The relationship between Robert and Patrick—one based on deception, as Robert decides to extract Patrick’s story without telling him that he intends to use it for his own novel—went from being a way into this story about geopolitics, corruption and assassination, to being the arena where some of the book’s main questions are raised: what are the ethics of telling someone else’s story? How much freedom does the term “fiction” give an author? When multiple versions of a story conflict—a strategy popularized by Putin’s administration, and later adopted by that of Donald Trump and the architects of Brexit—how is it possible to locate the truth?
These are different questions to the ones that concern Bolaño in “Enrique Martín,” but that fraught relationship between two writers, that queasy blend of attraction, envy and contempt (because what else is the act of taking someone’s story without telling them, other than an act of contempt? And, of course, cowardice), are very much the same.
If I were a smarter writer, maybe I would keep my influences more obscure. After all, I don’t think those readers of A Lonely Man who also know ”Enrique Martín” would necessarily discern any connection between them. But that would be such a perverse thing to do with regards to Bolaño, a writer whose texts are sprayed with nods to and namechecks of other writers. More than any other writer I know, he puts reading’s influence on writing at the heart of his fiction.

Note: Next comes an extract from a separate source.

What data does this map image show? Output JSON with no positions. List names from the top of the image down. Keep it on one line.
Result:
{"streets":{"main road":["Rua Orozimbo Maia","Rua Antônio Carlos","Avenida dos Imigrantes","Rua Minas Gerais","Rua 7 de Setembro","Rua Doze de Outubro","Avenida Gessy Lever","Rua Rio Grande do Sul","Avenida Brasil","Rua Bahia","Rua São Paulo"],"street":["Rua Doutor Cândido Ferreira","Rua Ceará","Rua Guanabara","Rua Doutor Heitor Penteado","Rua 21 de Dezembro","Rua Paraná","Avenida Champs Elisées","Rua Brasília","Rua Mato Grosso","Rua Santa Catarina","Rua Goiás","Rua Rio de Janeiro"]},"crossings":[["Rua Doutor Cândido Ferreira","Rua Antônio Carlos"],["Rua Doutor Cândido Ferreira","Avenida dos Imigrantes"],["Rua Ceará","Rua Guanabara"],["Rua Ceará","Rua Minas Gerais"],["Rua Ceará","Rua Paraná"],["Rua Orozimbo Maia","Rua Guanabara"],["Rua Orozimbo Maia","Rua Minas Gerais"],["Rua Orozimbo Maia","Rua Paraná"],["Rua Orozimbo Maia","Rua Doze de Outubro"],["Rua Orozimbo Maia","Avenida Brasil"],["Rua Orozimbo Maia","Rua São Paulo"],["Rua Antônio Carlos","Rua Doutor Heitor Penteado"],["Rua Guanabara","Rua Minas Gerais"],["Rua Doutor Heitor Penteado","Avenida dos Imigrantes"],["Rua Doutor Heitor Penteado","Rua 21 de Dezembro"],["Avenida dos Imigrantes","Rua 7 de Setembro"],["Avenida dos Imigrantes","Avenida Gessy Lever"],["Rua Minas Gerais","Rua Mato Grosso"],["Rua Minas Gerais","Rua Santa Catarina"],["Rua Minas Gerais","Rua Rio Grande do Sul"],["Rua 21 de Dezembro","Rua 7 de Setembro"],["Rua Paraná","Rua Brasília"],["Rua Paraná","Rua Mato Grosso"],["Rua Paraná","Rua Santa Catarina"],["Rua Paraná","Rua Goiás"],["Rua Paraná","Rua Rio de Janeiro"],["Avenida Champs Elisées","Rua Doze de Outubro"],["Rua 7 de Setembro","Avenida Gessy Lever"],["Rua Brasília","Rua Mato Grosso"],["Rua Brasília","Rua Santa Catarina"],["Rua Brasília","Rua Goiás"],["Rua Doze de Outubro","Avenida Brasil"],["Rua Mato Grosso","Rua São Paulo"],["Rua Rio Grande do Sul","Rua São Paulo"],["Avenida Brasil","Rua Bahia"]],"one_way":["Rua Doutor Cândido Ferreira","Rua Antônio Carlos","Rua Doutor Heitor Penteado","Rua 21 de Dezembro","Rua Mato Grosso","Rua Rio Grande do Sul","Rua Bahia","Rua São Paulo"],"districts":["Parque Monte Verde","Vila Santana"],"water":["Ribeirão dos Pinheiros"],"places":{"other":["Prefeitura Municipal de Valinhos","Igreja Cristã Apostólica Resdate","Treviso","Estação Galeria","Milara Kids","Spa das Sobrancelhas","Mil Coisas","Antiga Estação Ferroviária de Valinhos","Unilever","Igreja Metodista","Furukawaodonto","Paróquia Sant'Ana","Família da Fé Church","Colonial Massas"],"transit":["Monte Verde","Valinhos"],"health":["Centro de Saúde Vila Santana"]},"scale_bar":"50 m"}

That’s why so many of his characters are writers, or men and women who have in some other way devoted themselves to literature, often to a harmful extent. Literature “goes beyond the page”, he told an interviewer, “and establishes itself in the territory of risk.” A lesson that Robert, in A Lonely Man, perhaps learns too late.
I don’t think writing about writing has the best reputation at the moment. It might just have been unconscious selective paranoia on my part, but it felt like every time I logged onto Twitter while writing A Lonely Man, I would see someone talking about how they were sick of reading novels with writer protagonists. My glib response is, well, how about a book with two writer protagonists? My more sincere one is that I don’t think it matters if your characters are writers or doctors or sex workers or Uber drivers. What matters is whether or not those characters, and the questions their stories throw up, live on the page powerfully enough that their experiences become, for as long as you’re reading and maybe for some amount of time afterwards too, your experiences. And only you can answer that.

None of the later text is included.